Brooklyn Lindsey has written up a little reverse list of how to connect with people in your workplace. Whether you work in a church office or a high-rise, this short but sweet post can help you to build relationships with co-workers you see everyday!
BY BROOKLYN LINDSEY
THE *SMH APPROACH
1. Be so busy that any request would seem bothersome to you. People love to know where you stand, so be sure to draw a line quick and often. Ignore text messages. You wouldn’t want to give an image of accessibility.
2. Welcome vents about co-workers or other volunteers when it has nothing to do with you. Enable people in their quick judgements and you’ll go far in life.
3. Assume others know what’s going on in your area of ministry, life, job, and so forth. They probably already know everything about you from Facebook, so just keep cruising without communication.
4. Cover your answers like you did in grade school. You wouldn’t want someone else to get off with an “easy A” and avoid making mistakes or winning prematurely. Stay out of everyone else’s goals. Meet your own and leave the rest to fend for themselves; everyone deserves a fair chance at survival.

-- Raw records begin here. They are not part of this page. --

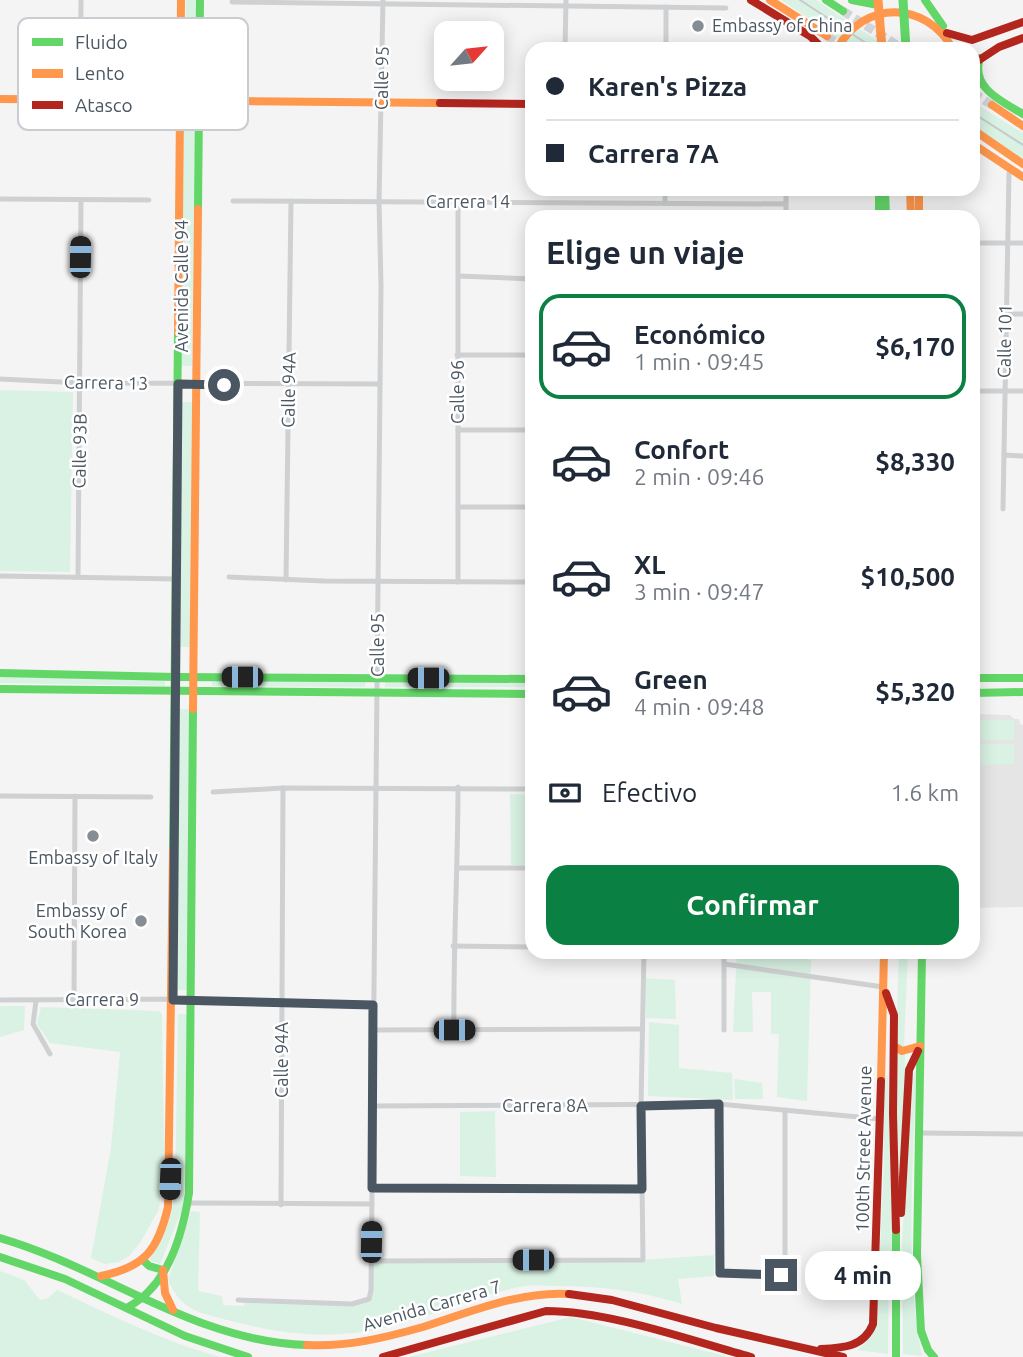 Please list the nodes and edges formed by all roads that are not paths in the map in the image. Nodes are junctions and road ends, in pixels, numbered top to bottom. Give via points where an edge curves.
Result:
1 (81, 0) edge
2 (181, 0) edge
3 (201, 0) edge
4 (751, 0) edge
5 (770, 0) edge
6 (826, 0) edge
7 (852, 0) edge
8 (903, 0) edge
9 (925, 0) edge
10 (232, 2) dead end
11 (291, 2) edge
12 (383, 3) edge
13 (565, 3) edge
14 (872, 3) edge
15 (666, 7) junction
16 (726, 8) dead end
17 (843, 11) tunnel mouth
18 (81, 18) edge
19 (181, 18) edge
20 (201, 18) edge
21 (1023, 22) edge
22 (945, 30) junction
23 (827, 36) tunnel mouth
24 (1023, 38) edge
25 (565, 42) edge
26 (666, 42) edge
27 (816, 42) tunnel mouth
28 (839, 42) edge
29 (880, 42) edge
30 (906, 42) edge
31 (950, 42) edge
32 (980, 58) edge
33 (980, 80) edge
34 (0, 99) edge
35 (18, 99) edge
36 (248, 102) edge
37 (382, 103) junction
38 (525, 104) edge
39 (992, 105) tunnel mouth
40 (1023, 114) edge
41 (1023, 126) edge
42 (180, 130) edge
43 (199, 130) edge
44 (980, 134) edge
45 (980, 149) edge
46 (1023, 164) edge
47 (1009, 173) dead end
48 (1023, 177) edge
49 (665, 196) edge
50 (786, 196) edge
51 (0, 199) edge
52 (81, 200) junction
53 (149, 200) dead end
54 (233, 201) dead end
55 (291, 201) junction
56 (379, 201) junction
57 (458, 202) junction
58 (665, 202) junction
59 (786, 204) junction
60 (786, 210) edge
61 (980, 243) edge
62 (1007, 243) junction
63 (1023, 243) edge
64 (458, 276) junction
65 (525, 279) edge
66 (1006, 314) junction
67 (1023, 314) edge
68 (457, 355) junction
69 (525, 355) edge
70 (0, 380) edge
71 (81, 383) junction
72 (178, 384) junction
73 (197, 384) junction
74 (380, 384) junction
75 (289, 385) junction
76 (980, 391) edge
77 (1004, 391) junction
78 (1023, 391) edge
79 (458, 430) junction
80 (525, 430) edge
81 (1004, 455) junction
82 (1023, 456) edge
83 (458, 507) junction
84 (525, 507) edge
85 (1003, 509) dead end
86 (0, 576) edge
87 (78, 577) junction
88 (229, 577) dead end
89 (176, 579) junction
90 (286, 580) junction
91 (378, 580) junction
92 (458, 582) junction
93 (525, 582) edge
94 (0, 673) edge
95 (176, 677) junction
96 (194, 677) junction
97 (377, 678) junction
98 (980, 678) edge
99 (1023, 678) edge
100 (525, 679) edge
101 (0, 689) edge
102 (176, 692) junction
103 (194, 692) junction
104 (1023, 692) edge
105 (377, 693) junction
106 (980, 693) edge
107 (525, 694) edge
108 (283, 788) junction
109 (376, 788) junction
110 (458, 788) junction
111 (525, 789) edge
112 (213, 792) dead end
113 (0, 796) edge
114 (75, 796) junction
115 (151, 797) dead end
116 (458, 868) junction
117 (525, 868) edge
118 (453, 946) junction
119 (525, 947) edge
120 (643, 959) edge
121 (724, 959) edge
122 (884, 959) edge
123 (922, 959) edge
124 (724, 964) junction
125 (883, 986) junction
126 (0, 1000) edge
127 (173, 1000) junction
128 (192, 1000) junction
129 (36, 1001) junction
130 (74, 1001) junction
131 (282, 1001) junction
132 (373, 1005) junction
133 (373, 1030) junction
134 (454, 1030) junction
135 (642, 1030) junction
136 (724, 1030) dead end
137 (894, 1046) junction
138 (920, 1046) junction
139 (882, 1051) junction
140 (50, 1054) dead end
141 (894, 1069) junction
142 (719, 1104) junction
143 (372, 1106) junction
144 (641, 1106) junction
145 (785, 1110) junction
146 (880, 1119) junction
147 (919, 1133) junction
148 (1023, 1134) edge
149 (372, 1188) junction
150 (642, 1189) junction
151 (188, 1203) junction
152 (372, 1204) junction
153 (281, 1205) junction
154 (0, 1237) edge
155 (897, 1253) junction
156 (0, 1257) edge
157 (142, 1259) junction
158 (371, 1261) junction
159 (163, 1270) junction
160 (101, 1276) junction
161 (144, 1296) junction
162 (238, 1300) dead end
163 (127, 1308) junction
164 (174, 1311) junction
165 (810, 1350) junction
166 (248, 1357) edge
167 (383, 1357) edge
168 (751, 1357) edge
169 (843, 1357) edge
170 (896, 1357) edge
171 (934, 1357) edge

1 - 18 street
2 - 19 main road, Avenida Calle 94
3 - 20 main road, Avenida Calle 94
4 - 27 main road
5 - 23 main road
6 - 17 main road
7 - 14 main road
8 - 30 main road, bridge
9 - 22 main road
10 - 11 street
11 - 12 street
12 - 13 street
12 - 37 street, Calle 95
13 - 15 street
13 - 25 street
14 - 22 main road via 918,7
14 - 28 main road via 850,23
14 - 29 main road, bridge
15 - 16 street
15 - 26 street
21 - 22 main road via 972,40
22 - 31 main road
24 - 32 main road
33 - 40 main road via 991,94
34 - 35 main road
36 - 37 main road
37 - 38 main road
37 - 56 street, Calle 95
39 - 41 main road
42 - 72 main road, Avenida Calle 94
43 - 73 main road, Avenida Calle 94
44 - 46 main road
45 - 48 main road
47 - 62 street, Calle 101
49 - 58 street
50 - 59 street
51 - 52 street
52 - 53 street
52 - 71 street, Calle 93B
54 - 55 street, Carrera 14
55 - 56 street, Carrera 14
55 - 75 street, Calle 94A
56 - 57 street, Carrera 14
56 - 74 street, Calle 95
57 - 58 street, Carrera 14
57 - 64 street, Calle 96
58 - 59 street, Carrera 14
59 - 60 street
61 - 62 street
62 - 63 street
62 - 66 street, Calle 101
64 - 65 street
64 - 68 street, Calle 96
66 - 67 street
66 - 77 street, Calle 101
68 - 69 street
68 - 79 street, Calle 96
70 - 71 street, Carrera 13
71 - 72 street, Carrera 13
71 - 87 street, Calle 93B
72 - 73 street, Carrera 13
72 - 89 main road, Avenida Calle 94
73 - 75 street, Carrera 13
73 - 96 main road, Avenida Calle 94
74 - 75 street, Carrera 13
74 - 91 street, Calle 95
75 - 90 street, Calle 94A
76 - 77 street
77 - 78 street
77 - 81 street, Calle 101
79 - 80 street
79 - 83 street, Calle 96
81 - 82 street
81 - 85 street, Calle 101
83 - 84 street
83 - 92 street, Calle 96
86 - 87 street
87 - 89 street
88 - 90 street
89 - 95 main road, Avenida Calle 94
90 - 91 street
91 - 92 street
91 - 97 street, Calle 95
92 - 93 street
94 - 95 main road
95 - 96 main road
95 - 102 main road, Avenida Calle 94
96 - 97 main road
96 - 103 main road, Avenida Calle 94
97 - 100 main road
97 - 105 street, Calle 95
98 - 99 main road
101 - 102 main road
102 - 103 main road
102 - 127 main road, Avenida Calle 94
103 - 105 main road
103 - 128 main road, Avenida Calle 94
104 - 106 main road
105 - 107 main road
105 - 109 street, Calle 95
108 - 109 street
108 - 112 street
108 - 131 street, Calle 94A
109 - 110 street
109 - 132 street, Calle 95
110 - 111 street
110 - 116 street
113 - 114 street
114 - 115 street
114 - 130 street
116 - 117 street
116 - 118 street
118 - 119 street
118 - 134 street
120 - 135 street
121 - 124 street
122 - 125 main road, 100th Street Avenue
123 - 138 main road, 100th Street Avenue
124 - 125 street
124 - 136 street
125 - 137 main road, 100th Street Avenue via 894,1015
125 - 139 main road, 100th Street Avenue
126 - 129 street, Carrera 9
127 - 128 street, Carrera 9
127 - 130 street, Carrera 9
127 - 157 main road, Avenida Calle 94 via 170,1197 161,1231
128 - 131 street, Carrera 9
128 - 151 main road, Avenida Calle 94
129 - 130 street, Carrera 9
129 - 140 street via 33,1024
131 - 132 street, Carrera 9
131 - 153 street, Calle 94A
132 - 133 street, Calle 95
133 - 134 street
133 - 143 street, Calle 95
134 - 135 street
135 - 144 street
137 - 138 main road via 902,1051
137 - 141 main road, 100th Street Avenue
138 - 147 main road, 100th Street Avenue
138 - 155 main road, 100th Street Avenue via 909,1070
139 - 141 main road
139 - 146 main road, 100th Street Avenue
141 - 155 main road, 100th Street Avenue
142 - 144 street, Carrera 8A
142 - 145 street, Carrera 8A
142 - 145 street via 720,1273 785,1276
143 - 144 street, Carrera 8A
143 - 149 street, Calle 95
144 - 150 street
145 - 146 street, Carrera 8A
146 - 165 main road, 100th Street Avenue via 871,1330 855,1346
147 - 148 street
147 - 171 main road, 100th Street Avenue via 919,1304 922,1337
149 - 150 street
149 - 152 street, Calle 95
150 - 158 street via 643,1260
151 - 153 street
151 - 159 main road, Avenida Calle 94
152 - 153 street
152 - 158 street, Calle 95
154 - 160 main road, Avenida Carrera 7
155 - 170 main road
156 - 163 main road via 70,1281
157 - 159 main road
157 - 160 main road via 129,1269
158 - 162 street, Calle 95 via 369,1299 352,1304
159 - 161 main road, Avenida Calle 94
159 - 164 main road via 165,1293
160 - 161 main road, Avenida Carrera 7
161 - 163 main road, Avenida Calle 94
161 - 164 main road, Avenida Carrera 7
163 - 166 main road via 197,1342
164 - 165 main road, Avenida Carrera 7 via 262,1338 337,1346 402,1334 512,1300 565,1293
165 - 169 main road, Avenida Carrera 7
167 - 168 main road, Avenida Carrera 7 via 520,1317 557,1311 614,1320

5. Avoid eye contact for more than three seconds. I’ve heard that studies have proven a gaze that lasts longer than three second to be uncomfortable and ineffective.
5.5 Ask for an apology. Always. Even if you were wrong. Make sure that everyone else knows how often they are wrong as well.
I joke. But sometimes I forget that I joke and live like an idiot.
I hope this is not you and that it will not often be me.
So let’s help each other by running from this nonsense advice and see PEOPLE. People who you want to win—Jesus saw people and loved them and shared ALL that he had with them. It’s our greatest leadership example.
So in the case we find ourselves working in a situation where we can’t see the forest for the trees, here’s some better advice for us.
1. Let’s slow down and be open to helping others. The path of servanthood is the most rewarding path you/ we could ever choose.
2. Re-direct conversations in order to champion each other in life and in ministry. Be a grace giver. Even during times of healthy or requested criticism think about the each person and situation from a kind and considerate perspective.
3. Be a little more transparent about your life than what you’re used to.
4. Offer help if you have help to give. Be the biggest cheerleader your team has ever seen. Show up for others. Love them and their passions. A cord of three strands…it’s not a wussy and weak cord, it’s strong and not easily broken.
5. Look at people when you’re talking to them. Texting and phone calls are great. But make an effort to seek someone out. Across the street, across the hall, in their office, in the church- for a personal connection that only eye contact can give. Don’t be afraid of it. Let it be the gateway for genuine care.
5.5. Apologize from whatever position you’re in, for the moments when you’ve made a mistake or judged wrongly. Own them and learn from them. Lead in strength and compassion. Lean hard into God for wisdom in everything, and you’ll have great relationships as you work together in Jesus’ name.
*SMH=text language implying that I’m “shaking my head” at the absurdity of living this way…because in my weakness I find myself doing some of this stuff. So let’s switch gears together, set the pace, and be an example for believers.